Fukushima plant workers exempted from radiation standard

August 14, 2011
Akahata on August 14 learned that workers who have worked on TEPCO’s crippled reactors at its Fukushima Daiichi Nuclear Power Plant have been excluded from the government-set standard on the limit of radiation exposure.

Sources close to the Fukushima plant have stated that when the workers who were exposed to radiation at the Fukushima plant are transferred to another plant to work, their radiation exposure doses are not included in their registration documents.

These workers’ exposure charts will start from “zero” at another plant even if they were exposed to high levels of radiation at the Fukushima plant.

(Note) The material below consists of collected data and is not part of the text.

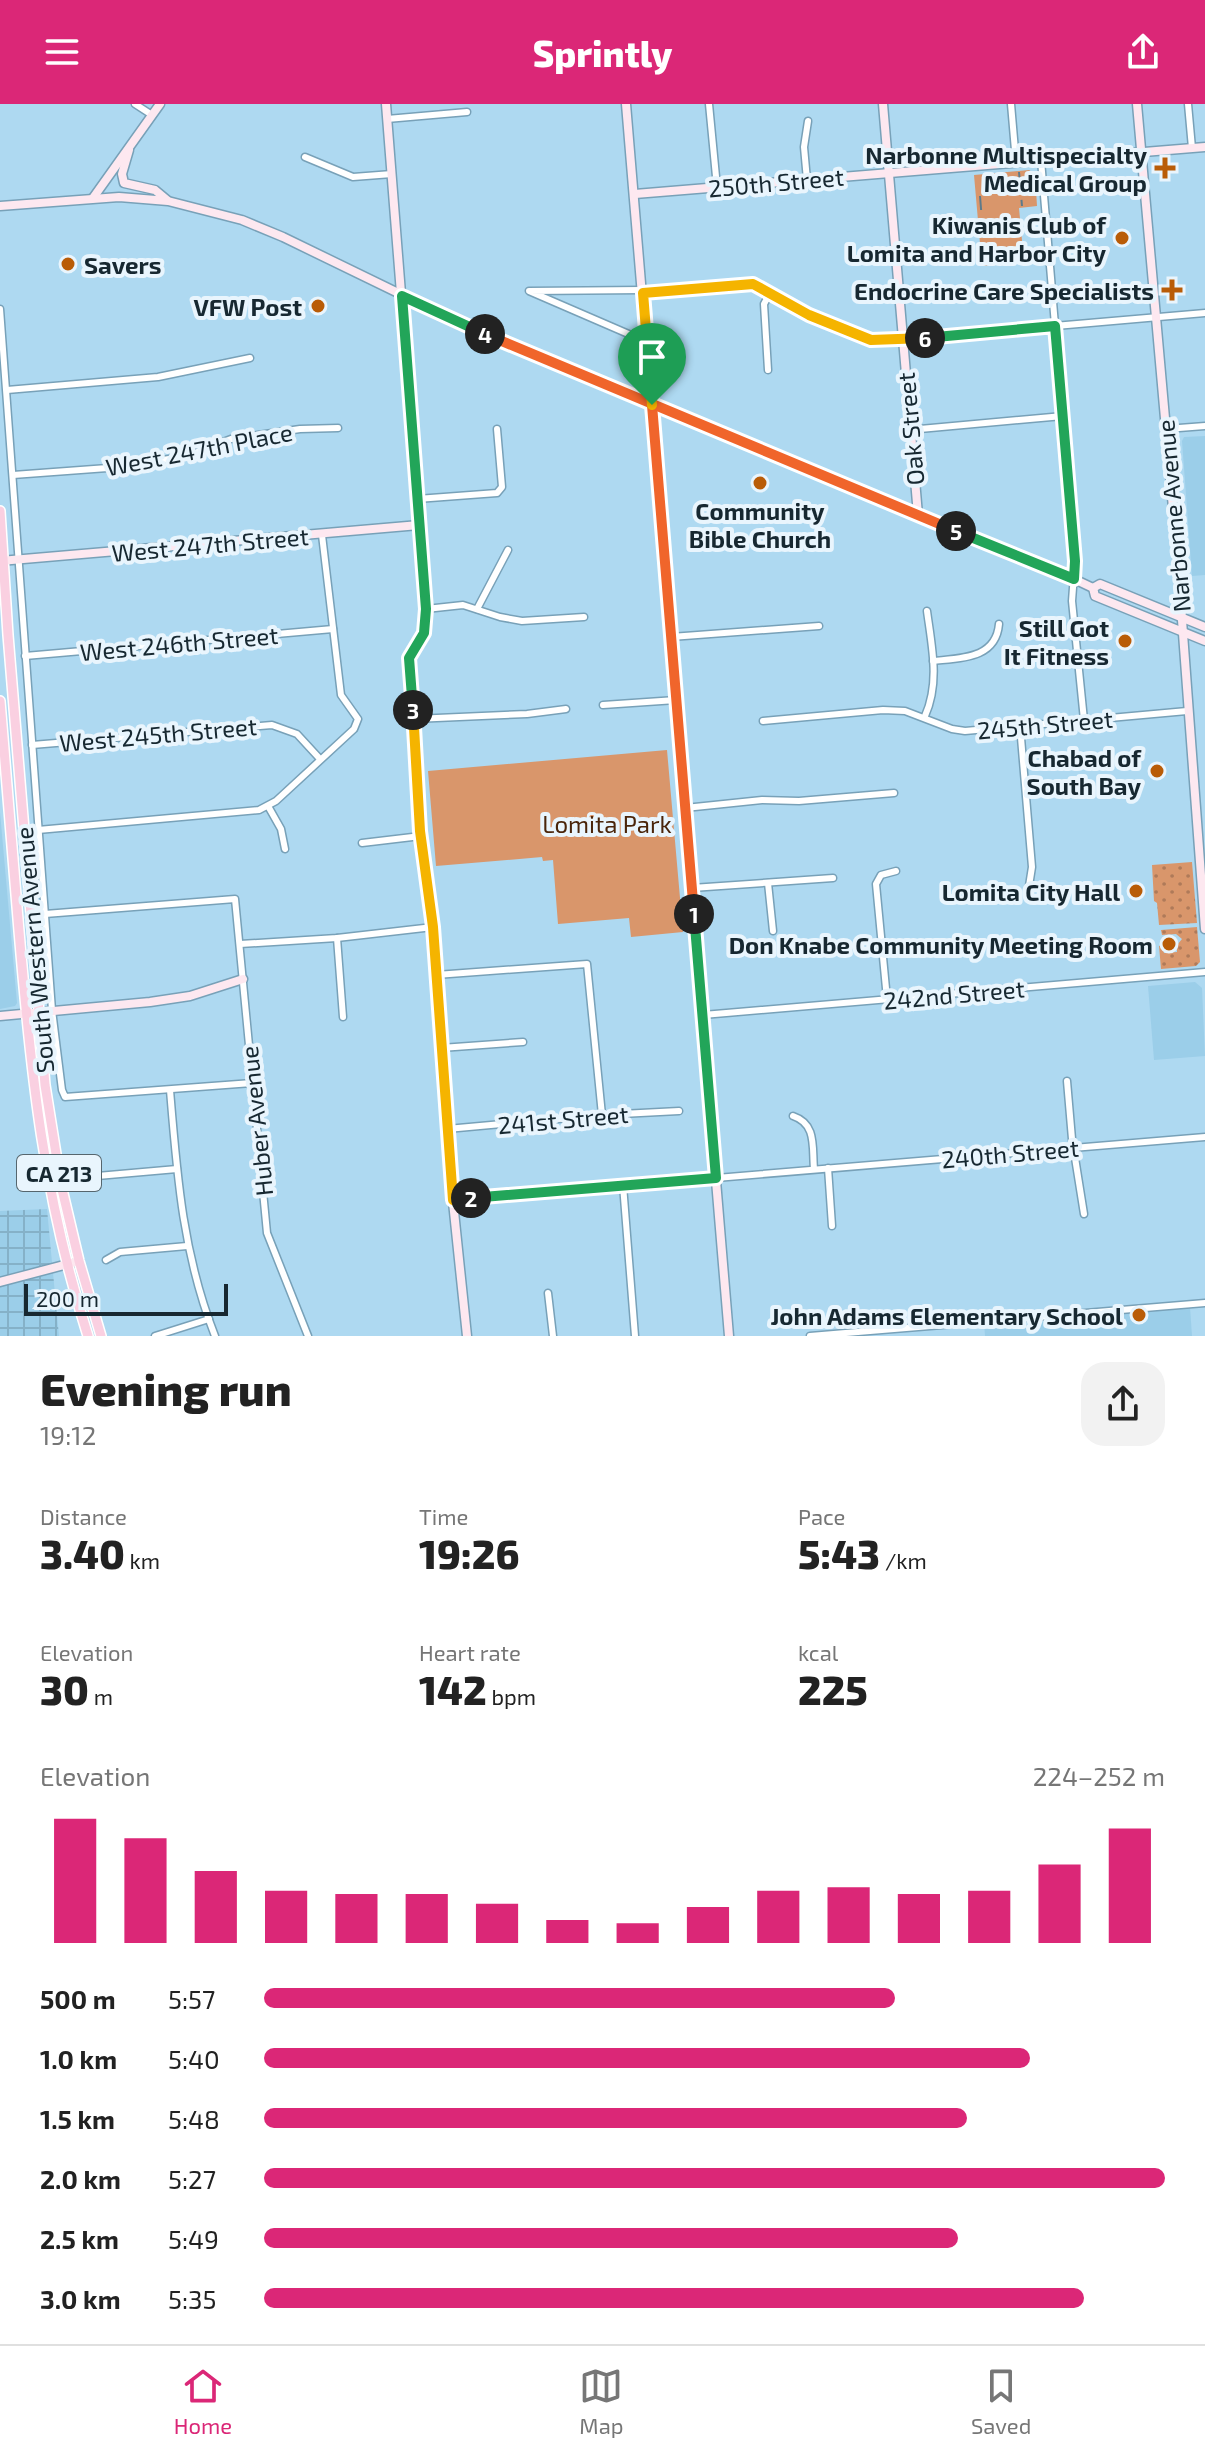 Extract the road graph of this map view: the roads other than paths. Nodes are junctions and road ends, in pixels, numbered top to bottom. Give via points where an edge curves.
1 (135, 104) edge
2 (160, 104) edge
3 (386, 104) edge
4 (626, 104) edge
5 (709, 104) edge
6 (883, 104) edge
7 (1011, 104) edge
8 (1137, 104) edge
9 (1188, 104) edge
10 (467, 112) dead end
11 (152, 115) junction
12 (387, 119) junction
13 (808, 121) dead end
14 (130, 146) junction
15 (1205, 147) edge
16 (1192, 148) junction
17 (1141, 152) junction
18 (305, 157) dead end
19 (1041, 160) junction
20 (1016, 162) junction
21 (888, 173) junction
22 (392, 174) junction
23 (807, 180) junction
24 (717, 187) junction
25 (635, 194) junction
26 (93, 198) junction
27 (168, 201) junction
28 (0, 206) edge
29 (643, 291) junction
30 (770, 293) junction
31 (402, 296) junction
32 (0, 309) edge
33 (1205, 313) edge
34 (1156, 317) junction
35 (1055, 326) junction
36 (902, 340) junction
37 (647, 342) junction
38 (250, 358) dead end
39 (768, 370) dead end
40 (7, 390) junction
41 (652, 405) junction
42 (1063, 416) junction
43 (1205, 426) edge
44 (338, 428) dead end
45 (497, 429) dead end
46 (1166, 429) junction
47 (909, 430) junction
48 (13, 475) junction
49 (417, 499) junction
50 (0, 511) edge
51 (918, 515) junction
52 (419, 525) junction
53 (322, 535) junction
54 (508, 550) dead end
55 (19, 559) junction
56 (2, 560) edge
57 (1074, 579) junction
58 (1093, 588) junction
59 (426, 609) junction
60 (477, 609) junction
61 (927, 611) dead end
62 (584, 617) dead end
63 (1182, 617) junction
64 (999, 624) dead end
65 (819, 626) dead end
66 (1205, 627) edge
67 (333, 629) junction
68 (1183, 632) junction
69 (671, 637) junction
70 (1205, 641) edge
71 (25, 656) junction
72 (933, 661) junction
73 (676, 700) junction
74 (0, 701) edge
75 (603, 705) dead end
76 (566, 709) dead end
77 (1187, 711) junction
78 (925, 716) junction
79 (414, 719) junction
80 (1084, 720) junction
81 (763, 721) dead end
82 (1020, 726) junction
83 (32, 745) junction
84 (320, 759) junction
85 (894, 793) dead end
86 (268, 806) junction
87 (685, 808) junction
88 (38, 830) junction
89 (421, 836) junction
90 (362, 843) dead end
91 (285, 849) dead end
92 (896, 871) dead end
93 (833, 878) dead end
94 (768, 883) junction
95 (1029, 886) dead end
96 (692, 888) junction
97 (45, 914) junction
98 (1204, 918) edge
99 (433, 927) junction
100 (1205, 929) edge
101 (773, 931) dead end
102 (337, 938) junction
103 (240, 944) junction
104 (1205, 972) edge
105 (436, 975) junction
106 (243, 979) junction
107 (887, 999) junction
108 (52, 1010) junction
109 (39, 1013) junction
110 (25, 1014) junction
111 (703, 1015) junction
112 (0, 1016) edge
113 (343, 1017) dead end
114 (523, 1042) dead end
115 (441, 1048) junction
116 (1067, 1081) dead end
117 (252, 1083) junction
118 (170, 1090) junction
119 (679, 1111) dead end
120 (602, 1115) junction
121 (793, 1116) dead end
122 (447, 1129) junction
123 (1205, 1137) edge
124 (1075, 1147) junction
125 (828, 1168) junction
126 (177, 1169) junction
127 (814, 1169) junction
128 (86, 1177) dead end
129 (716, 1178) junction
130 (623, 1185) junction
131 (453, 1201) junction
132 (1084, 1214) dead end
133 (832, 1226) dead end
134 (187, 1246) junction
135 (106, 1260) dead end
136 (79, 1261) junction
137 (67, 1264) junction
138 (0, 1282) edge
139 (548, 1293) dead end
140 (1205, 1303) edge
141 (209, 1319) junction
142 (88, 1336) edge
143 (101, 1336) edge
144 (155, 1336) edge
145 (215, 1336) edge
146 (308, 1336) edge
147 (467, 1336) edge
148 (553, 1336) edge
149 (635, 1336) edge
150 (729, 1336) edge
151 (810, 1336) edge

1 - 11 street
2 - 11 street
3 - 12 street
4 - 25 street
5 - 24 street
6 - 21 street, Oak Street
7 - 20 street
8 - 17 street, Narbonne Avenue
9 - 16 street
10 - 12 street
11 - 14 street
12 - 22 street
13 - 23 street
14 - 26 street
14 - 27 street via 124,183 155,190
15 - 16 street, 250th Street
16 - 17 street, 250th Street
17 - 19 street, 250th Street
17 - 34 street, Narbonne Avenue
18 - 22 street via 353,177
19 - 20 street, 250th Street
19 - 35 street
20 - 21 street, 250th Street
21 - 23 street, 250th Street
21 - 36 street, Oak Street
22 - 31 street
23 - 24 street, 250th Street
24 - 25 street, 250th Street
25 - 29 street
26 - 27 street
26 - 28 street
27 - 31 street via 246,222
29 - 30 street via 743,283
29 - 37 street
29 - 37 street via 529,291
30 - 36 street via 871,340
30 - 39 street via 764,304
31 - 41 street
31 - 49 street
32 - 40 street, South Western Avenue
33 - 34 street
34 - 35 street
34 - 46 street, Narbonne Avenue
35 - 36 street
35 - 42 street
36 - 47 street, Oak Street
37 - 41 street
38 - 40 street via 158,377
40 - 48 street, South Western Avenue
41 - 51 street
41 - 69 street
42 - 47 street
42 - 57 street
43 - 46 street
44 - 48 street, West 247th Place via 231,439 187,456 121,467
45 - 49 street via 502,487 497,493
46 - 63 street, Narbonne Avenue
47 - 51 street, Oak Street
48 - 55 street, South Western Avenue
49 - 52 street
50 - 56 main road, South Western Avenue / CA 213
51 - 57 street
52 - 53 street, West 247th Street
52 - 59 street
53 - 55 street, West 247th Street
53 - 67 street
54 - 60 street
55 - 56 street, West 247th Street
55 - 71 street, South Western Avenue
56 - 109 main road, South Western Avenue / CA 213
57 - 58 street
57 - 80 street
58 - 63 street via 1100,584
58 - 68 street via 1095,596
59 - 60 street
59 - 79 street via 424,633 409,658
60 - 62 street via 522,621
61 - 72 street
63 - 66 street
63 - 68 street, Narbonne Avenue
64 - 72 street via 994,643 980,654
65 - 69 street
67 - 71 street, West 246th Street
67 - 84 street via 341,695 358,719
68 - 70 street
68 - 77 street, Narbonne Avenue
69 - 73 street
71 - 83 street, South Western Avenue
72 - 78 street via 934,696
73 - 75 street
73 - 87 street
74 - 110 main road, South Western Avenue / CA 213
76 - 79 street
77 - 80 street, 245th Street
77 - 98 street, Narbonne Avenue
78 - 81 street, 245th Street via 883,710
78 - 82 street, 245th Street via 965,731
79 - 89 street
80 - 82 street, 245th Street
82 - 95 street via 1032,867
83 - 84 street, West 245th Street via 272,725 297,734
83 - 88 street, South Western Avenue
84 - 86 street
85 - 87 street
86 - 88 street
86 - 91 street
87 - 96 street
88 - 97 street, South Western Avenue
89 - 90 street
89 - 99 street
92 - 107 street via 881,875 876,884
93 - 94 street
94 - 96 street
94 - 101 street
96 - 111 street
97 - 103 street, Huber Avenue via 235,899
97 - 108 street, South Western Avenue
98 - 100 street, Narbonne Avenue
99 - 102 street
99 - 105 street
102 - 103 street
102 - 113 street
103 - 106 street, Huber Avenue
104 - 107 street, 242nd Street
105 - 115 street
105 - 120 street via 587,964
106 - 108 street via 190,996
106 - 117 street, Huber Avenue
107 - 111 street, 242nd Street
108 - 109 street
108 - 118 street, South Western Avenue via 65,1097
109 - 110 street
109 - 136 main road, South Western Avenue / CA 213 via 54,1144
110 - 112 street
110 - 137 main road, South Western Avenue / CA 213 via 45,1170
111 - 129 street
114 - 115 street
115 - 122 street
116 - 124 street
117 - 118 street
117 - 146 street, Huber Avenue via 267,1233
118 - 126 street
119 - 120 street, 241st Street
120 - 122 street, 241st Street
121 - 127 street via 810,1126
122 - 131 street
123 - 124 street, 240th Street
124 - 125 street, 240th Street
124 - 132 street
125 - 127 street, 240th Street
125 - 133 street
126 - 128 street
126 - 134 street
127 - 129 street, 240th Street
129 - 130 street, 240th Street
129 - 150 street
130 - 131 street, 240th Street
130 - 149 street
131 - 147 street
134 - 135 street via 120,1252
134 - 141 street
136 - 137 street
136 - 143 main road, South Western Avenue / CA 213
137 - 138 street
137 - 142 main road, South Western Avenue / CA 213
139 - 148 street
140 - 151 street
141 - 144 street
141 - 145 street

In response to an Akahata inquiry, TEPCO’s public affairs spokesperson said that the utility is in compliance with the Ministry of Health, Labor, and Welfare guidelines. However, the ministry in response to a separate Akahata inquiry explained that it does not allow the utility to exempt Fukushima plant workers from the government standard. “If this allegation is true, it will be subject to an administrative directive,” the ministry added.

The exposure dosage limit in routine work at a nuclear plant was this: it “must not exceed 50mSv a year and 100mSv in five years” in principle.

However, after the Fukushima nuclear accident, the limit for emergency workers at the Fukushima plant increased to “250mSv/y”.

The ministry instructs plant operators to not assign employees whose exposure doses exceed 100mSv/y to work for five years in which there is a possibility they may be exposed to radiation.